Work instructions
Any image found in the entries is to be skipped; the rest is returned word for word.

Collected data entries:
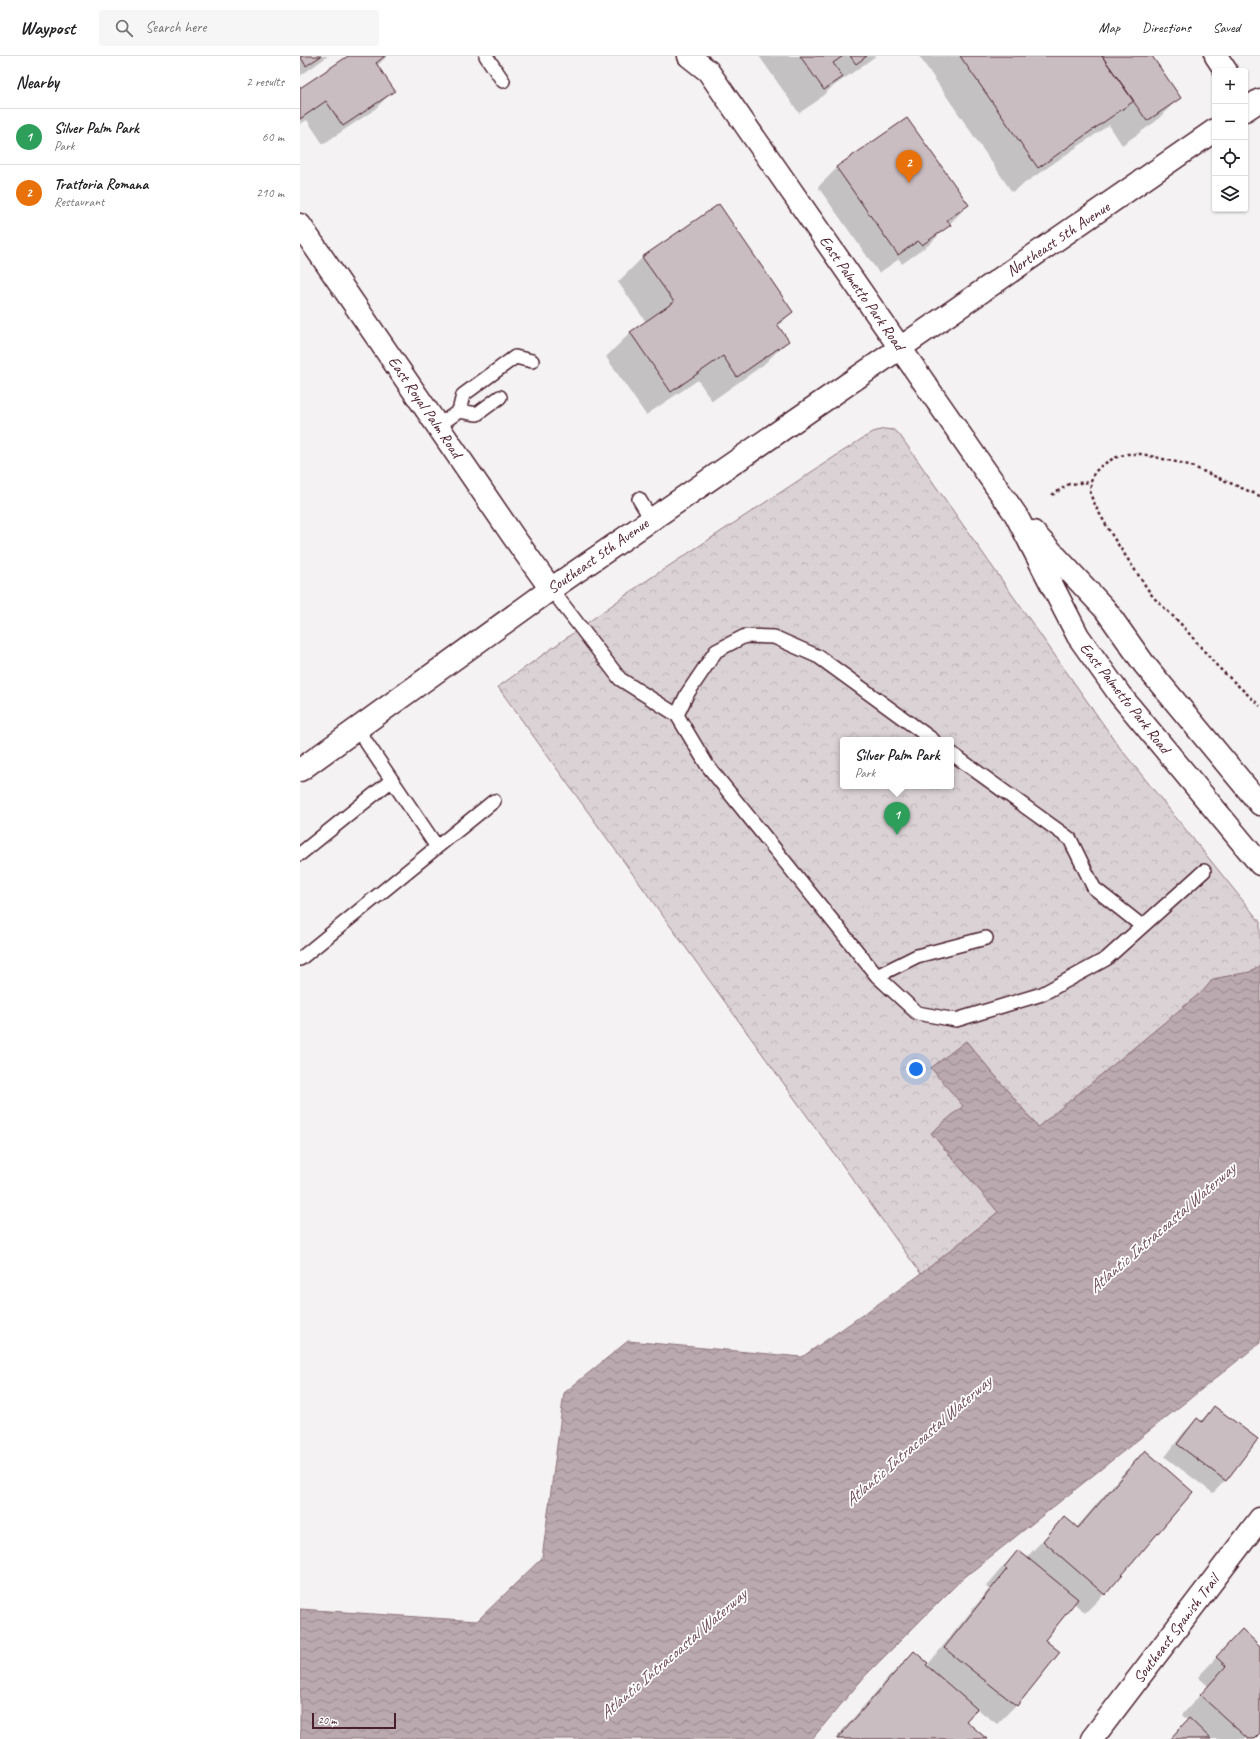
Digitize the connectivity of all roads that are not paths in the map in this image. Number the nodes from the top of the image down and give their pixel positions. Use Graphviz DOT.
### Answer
graph roads {
  1 [pos="486,56"];
  2 [pos="689,56"];
  3 [pos="1216,56"];
  4 [pos="706,64"];
  5 [pos="1224,68"];
  6 [pos="503,81"];
  7 [pos="1212,132"];
  8 [pos="300,225"];
  9 [pos="900,348"];
  10 [pos="532,361"];
  11 [pos="500,397"];
  12 [pos="459,411"];
  13 [pos="438,426"];
  14 [pos="639,499"];
  15 [pos="1016,515"];
  16 [pos="652,519"];
  17 [pos="551,589"];
  18 [pos="677,715"];
  19 [pos="358,730"];
  20 [pos="929,737"];
  21 [pos="954,755"];
  22 [pos="300,770"];
  23 [pos="392,780"];
  24 [pos="494,801"];
  25 [pos="1260,804"];
  26 [pos="437,847"];
  27 [pos="300,854"];
  28 [pos="1260,864"];
  29 [pos="1204,870"];
  30 [pos="1142,926"];
  31 [pos="986,938"];
  32 [pos="300,959"];
  33 [pos="877,976"];
  34 [pos="1260,1519"];
  35 [pos="1092,1739"];
  1 -- 6 [label="lane"];
  2 -- 4 [label="street, East Palmetto Park Road"];
  3 -- 5 [label="street"];
  4 -- 9 [label="street, East Palmetto Park Road"];
  7 -- 9 [label="street, Northeast 5th Avenue"];
  8 -- 13 [label="street, East Royal Palm Road"];
  9 -- 15 [label="street, East Palmetto Park Road"];
  9 -- 16 [label="street, Southeast 5th Avenue"];
  10 -- 12 [label="lane"];
  11 -- 12 [label="lane"];
  12 -- 13 [label="lane"];
  13 -- 17 [label="street, East Royal Palm Road"];
  14 -- 16 [label="lane"];
  15 -- 25 [label="street, East Palmetto Park Road"];
  15 -- 28 [label="street, East Palmetto Park Road"];
  16 -- 17 [label="street, Southeast 5th Avenue"];
  17 -- 18 [label="lane"];
  17 -- 19 [label="street, Southeast 5th Avenue"];
  18 -- 20 [label="lane"];
  18 -- 33 [label="lane"];
  19 -- 22 [label="street, Southeast 5th Avenue"];
  19 -- 23 [label="lane"];
  21 -- 30 [label="lane"];
  23 -- 26 [label="lane"];
  23 -- 27 [label="lane"];
  24 -- 26 [label="lane"];
  26 -- 32 [label="lane"];
  29 -- 30 [label="lane"];
  30 -- 33 [label="lane"];
  31 -- 33 [label="lane"];
  34 -- 35 [label="street, Southeast Spanish Trail"];
}
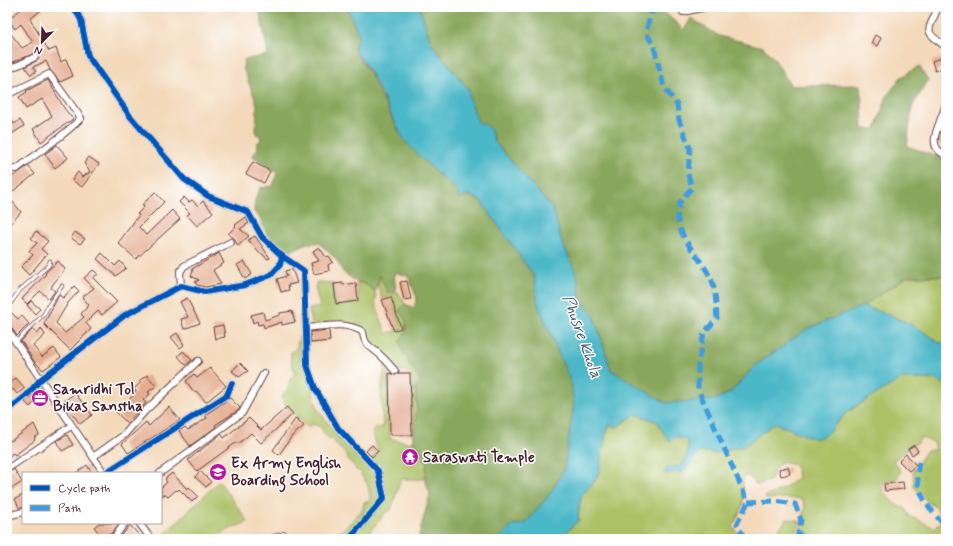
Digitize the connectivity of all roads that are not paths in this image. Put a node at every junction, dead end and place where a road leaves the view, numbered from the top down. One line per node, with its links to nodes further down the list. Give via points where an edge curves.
1 (74, 7): 13 (street, via 81,20 88,56 130,116 184,179 208,196 248,212 262,237)
2 (680, 7): 3 (street, via 683,12)
3 (706, 7)
4 (938, 7): 5 (street, via 929,24 929,33)
5 (946, 47)
6 (35, 57): 7 (street)
7 (7, 69)
8 (7, 95): 11 (street, via 49,74 81,118 68,132 17,169 11,169)
9 (946, 102): 10 (street, via 934,139 939,153)
10 (946, 156)
11 (7, 163)
12 (231, 242): 16 (street, via 184,266 180,272)
13 (282, 256): 16 (street, via 280,265 272,275 245,285 205,292); 18 (street, via 304,271)
14 (50, 261): 17 (lane, via 49,265 20,290)
15 (62, 286): 20 (lane, via 44,314)
16 (181, 286): 24 (street, via 125,315)
17 (7, 308)
18 (306, 328): 22 (street, via 355,326 364,332 364,340 368,346); 41 (street, via 307,365 314,388 338,428 378,471 384,498)
19 (7, 329): 20 (street)
20 (16, 342): 24 (street)
21 (198, 361): 28 (street, via 145,411 124,435)
22 (395, 371)
23 (264, 373): 32 (street, via 242,413)
24 (40, 380): 26 (street, via 27,395); 27 (street)
25 (232, 383): 31 (street, via 227,395)
26 (7, 411)
27 (71, 426): 28 (street); 29 (street)
28 (93, 457): 30 (street)
29 (7, 469)
30 (103, 472)
31 (106, 472)
32 (161, 472)
33 (22, 512): 34 (street)
34 (7, 516)
35 (124, 524): 38 (street)
36 (140, 524): 39 (street)
37 (284, 535): 40 (street)
38 (113, 539)
39 (151, 539)
40 (270, 539)
41 (349, 539)

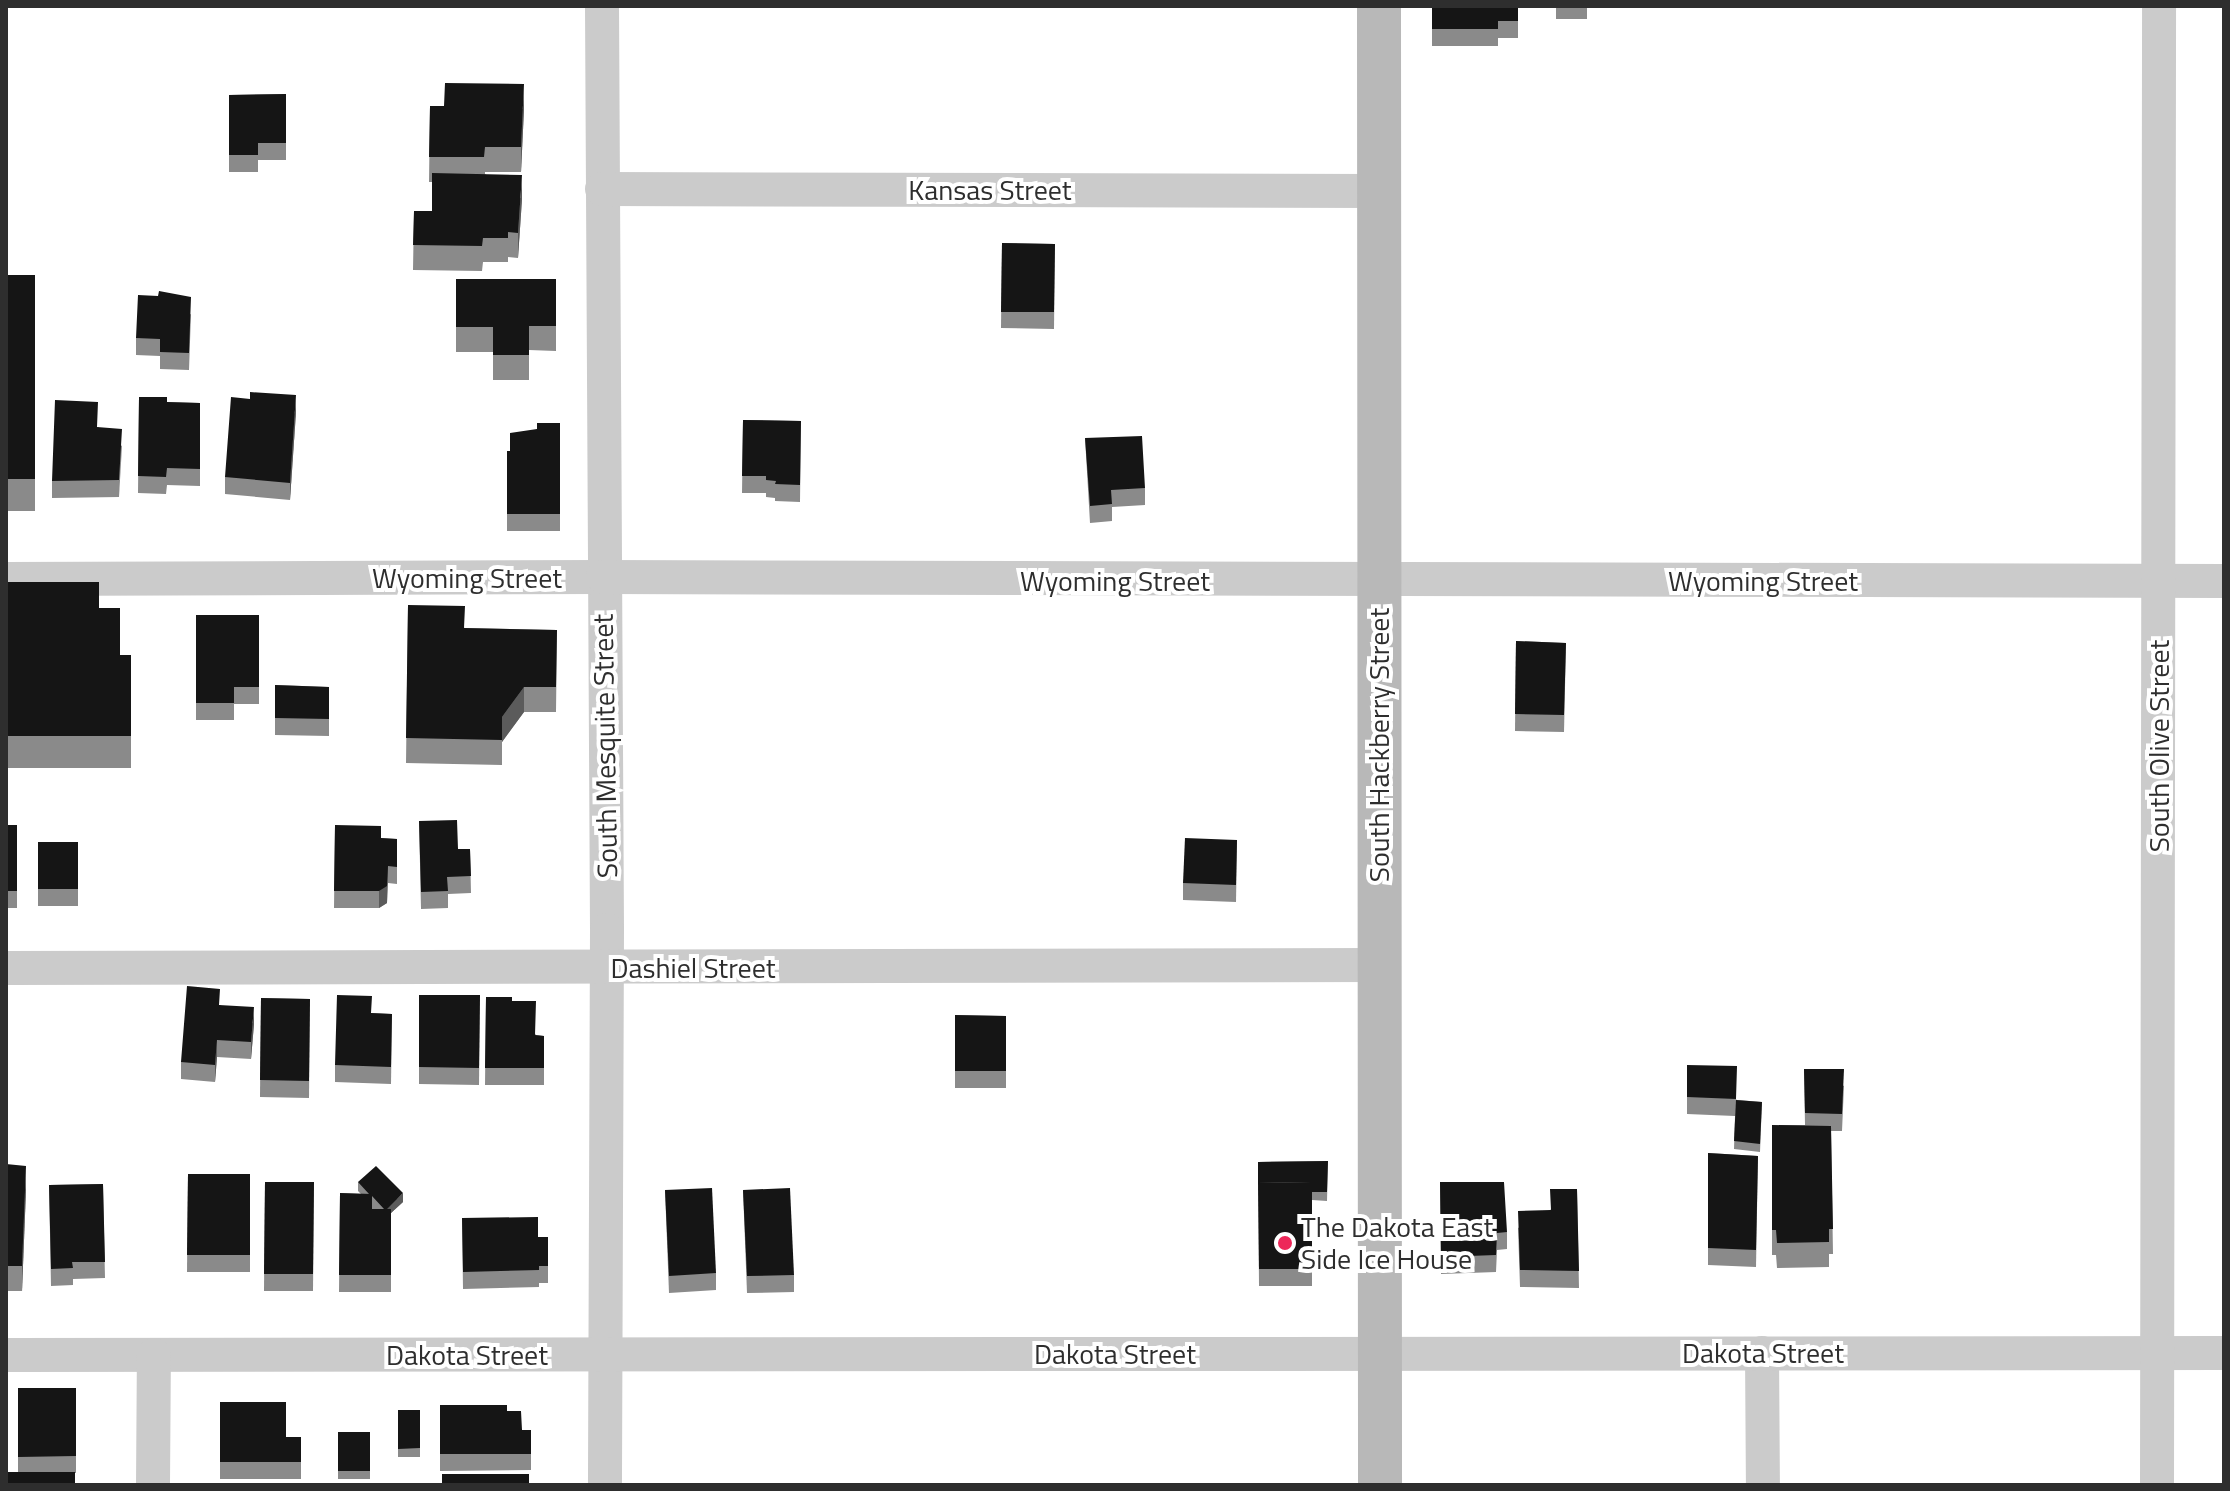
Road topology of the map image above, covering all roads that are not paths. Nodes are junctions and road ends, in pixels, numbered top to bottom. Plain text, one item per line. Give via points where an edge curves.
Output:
1 (602, 6) edge
2 (1379, 6) edge
3 (2159, 6) edge
4 (602, 189) junction
5 (1379, 191) junction
6 (603, 577) junction
7 (6, 579) edge
8 (1379, 581) junction
9 (2159, 581) junction
10 (2224, 581) edge
11 (1380, 965) junction
12 (6, 968) edge
13 (606, 969) junction
14 (1762, 1353) junction
15 (2158, 1353) junction
16 (2224, 1353) edge
17 (1380, 1354) junction
18 (6, 1355) edge
19 (154, 1355) junction
20 (604, 1355) junction
21 (153, 1485) edge
22 (605, 1485) edge
23 (1380, 1485) edge
24 (1763, 1485) edge
25 (2157, 1485) edge

1 - 4 street, South Mesquite Street
2 - 5 main road, South Hackberry Street
3 - 9 street, South Olive Street
4 - 5 street, Kansas Street
4 - 6 street, South Mesquite Street
5 - 8 main road, South Hackberry Street
6 - 7 street, Wyoming Street
6 - 8 street, Wyoming Street
6 - 13 street, South Mesquite Street
8 - 9 street, Wyoming Street
8 - 11 main road, South Hackberry Street
9 - 10 street, Wyoming Street
9 - 15 street, South Olive Street
11 - 13 street, Dashiel Street
11 - 17 main road, South Hackberry Street
12 - 13 street, Dashiel Street
13 - 20 street, South Mesquite Street
14 - 15 street, Dakota Street
14 - 17 street, Dakota Street
14 - 24 street
15 - 16 street, Dakota Street
15 - 25 street, South Olive Street
17 - 20 street, Dakota Street
17 - 23 main road, South Hackberry Street
18 - 19 street, Dakota Street
19 - 20 street, Dakota Street
19 - 21 street
20 - 22 street, South Mesquite Street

Reply to the exercise
Digitize the connectivity of all roads that are not paths in the map in this image. Number the nodes from the top of the image down and give their pixel positions. Use Graphviz DOT.
### Answer
graph roads {
  1 [pos="486,56"];
  2 [pos="689,56"];
  3 [pos="1216,56"];
  4 [pos="706,64"];
  5 [pos="1224,68"];
  6 [pos="503,81"];
  7 [pos="1212,132"];
  8 [pos="300,225"];
  9 [pos="900,348"];
  10 [pos="532,361"];
  11 [pos="500,397"];
  12 [pos="459,411"];
  13 [pos="438,426"];
  14 [pos="639,499"];
  15 [pos="1016,515"];
  16 [pos="652,519"];
  17 [pos="551,589"];
  18 [pos="677,715"];
  19 [pos="358,730"];
  20 [pos="929,737"];
  21 [pos="954,755"];
  22 [pos="300,770"];
  23 [pos="392,780"];
  24 [pos="494,801"];
  25 [pos="1260,804"];
  26 [pos="437,847"];
  27 [pos="300,854"];
  28 [pos="1260,864"];
  29 [pos="1204,870"];
  30 [pos="1142,926"];
  31 [pos="986,938"];
  32 [pos="300,959"];
  33 [pos="877,976"];
  34 [pos="1260,1519"];
  35 [pos="1092,1739"];
  1 -- 6 [label="lane"];
  2 -- 4 [label="street, East Palmetto Park Road"];
  3 -- 5 [label="street"];
  4 -- 9 [label="street, East Palmetto Park Road"];
  7 -- 9 [label="street, Northeast 5th Avenue"];
  8 -- 13 [label="street, East Royal Palm Road"];
  9 -- 15 [label="street, East Palmetto Park Road"];
  9 -- 16 [label="street, Southeast 5th Avenue"];
  10 -- 12 [label="lane"];
  11 -- 12 [label="lane"];
  12 -- 13 [label="lane"];
  13 -- 17 [label="street, East Royal Palm Road"];
  14 -- 16 [label="lane"];
  15 -- 25 [label="street, East Palmetto Park Road"];
  15 -- 28 [label="street, East Palmetto Park Road"];
  16 -- 17 [label="street, Southeast 5th Avenue"];
  17 -- 18 [label="lane"];
  17 -- 19 [label="street, Southeast 5th Avenue"];
  18 -- 20 [label="lane"];
  18 -- 33 [label="lane"];
  19 -- 22 [label="street, Southeast 5th Avenue"];
  19 -- 23 [label="lane"];
  21 -- 30 [label="lane"];
  23 -- 26 [label="lane"];
  23 -- 27 [label="lane"];
  24 -- 26 [label="lane"];
  26 -- 32 [label="lane"];
  29 -- 30 [label="lane"];
  30 -- 33 [label="lane"];
  31 -- 33 [label="lane"];
  34 -- 35 [label="street, Southeast Spanish Trail"];
}
Digitize the connectivity of all roads that are not paths in this image. Put a node at every junction, dead end and place where a road leaves the view, numbered from the top down. One line per node, with its links to nodes further down the list. Give via points where an edge curves.
1 (74, 7): 13 (street, via 81,20 88,56 130,116 184,179 208,196 248,212 262,237)
2 (680, 7): 3 (street, via 683,12)
3 (706, 7)
4 (938, 7): 5 (street, via 929,24 929,33)
5 (946, 47)
6 (35, 57): 7 (street)
7 (7, 69)
8 (7, 95): 11 (street, via 49,74 81,118 68,132 17,169 11,169)
9 (946, 102): 10 (street, via 934,139 939,153)
10 (946, 156)
11 (7, 163)
12 (231, 242): 16 (street, via 184,266 180,272)
13 (282, 256): 16 (street, via 280,265 272,275 245,285 205,292); 18 (street, via 304,271)
14 (50, 261): 17 (lane, via 49,265 20,290)
15 (62, 286): 20 (lane, via 44,314)
16 (181, 286): 24 (street, via 125,315)
17 (7, 308)
18 (306, 328): 22 (street, via 355,326 364,332 364,340 368,346); 41 (street, via 307,365 314,388 338,428 378,471 384,498)
19 (7, 329): 20 (street)
20 (16, 342): 24 (street)
21 (198, 361): 28 (street, via 145,411 124,435)
22 (395, 371)
23 (264, 373): 32 (street, via 242,413)
24 (40, 380): 26 (street, via 27,395); 27 (street)
25 (232, 383): 31 (street, via 227,395)
26 (7, 411)
27 (71, 426): 28 (street); 29 (street)
28 (93, 457): 30 (street)
29 (7, 469)
30 (103, 472)
31 (106, 472)
32 (161, 472)
33 (22, 512): 34 (street)
34 (7, 516)
35 (124, 524): 38 (street)
36 (140, 524): 39 (street)
37 (284, 535): 40 (street)
38 (113, 539)
39 (151, 539)
40 (270, 539)
41 (349, 539)

Road topology of the map image above, covering all roads that are not paths. Nodes are junctions and road ends, in pixels, numbered top to bottom. Plain text, one item per line. Give via points where an edge curves.
Output:
1 (602, 6) edge
2 (1379, 6) edge
3 (2159, 6) edge
4 (602, 189) junction
5 (1379, 191) junction
6 (603, 577) junction
7 (6, 579) edge
8 (1379, 581) junction
9 (2159, 581) junction
10 (2224, 581) edge
11 (1380, 965) junction
12 (6, 968) edge
13 (606, 969) junction
14 (1762, 1353) junction
15 (2158, 1353) junction
16 (2224, 1353) edge
17 (1380, 1354) junction
18 (6, 1355) edge
19 (154, 1355) junction
20 (604, 1355) junction
21 (153, 1485) edge
22 (605, 1485) edge
23 (1380, 1485) edge
24 (1763, 1485) edge
25 (2157, 1485) edge

1 - 4 street, South Mesquite Street
2 - 5 main road, South Hackberry Street
3 - 9 street, South Olive Street
4 - 5 street, Kansas Street
4 - 6 street, South Mesquite Street
5 - 8 main road, South Hackberry Street
6 - 7 street, Wyoming Street
6 - 8 street, Wyoming Street
6 - 13 street, South Mesquite Street
8 - 9 street, Wyoming Street
8 - 11 main road, South Hackberry Street
9 - 10 street, Wyoming Street
9 - 15 street, South Olive Street
11 - 13 street, Dashiel Street
11 - 17 main road, South Hackberry Street
12 - 13 street, Dashiel Street
13 - 20 street, South Mesquite Street
14 - 15 street, Dakota Street
14 - 17 street, Dakota Street
14 - 24 street
15 - 16 street, Dakota Street
15 - 25 street, South Olive Street
17 - 20 street, Dakota Street
17 - 23 main road, South Hackberry Street
18 - 19 street, Dakota Street
19 - 20 street, Dakota Street
19 - 21 street
20 - 22 street, South Mesquite Street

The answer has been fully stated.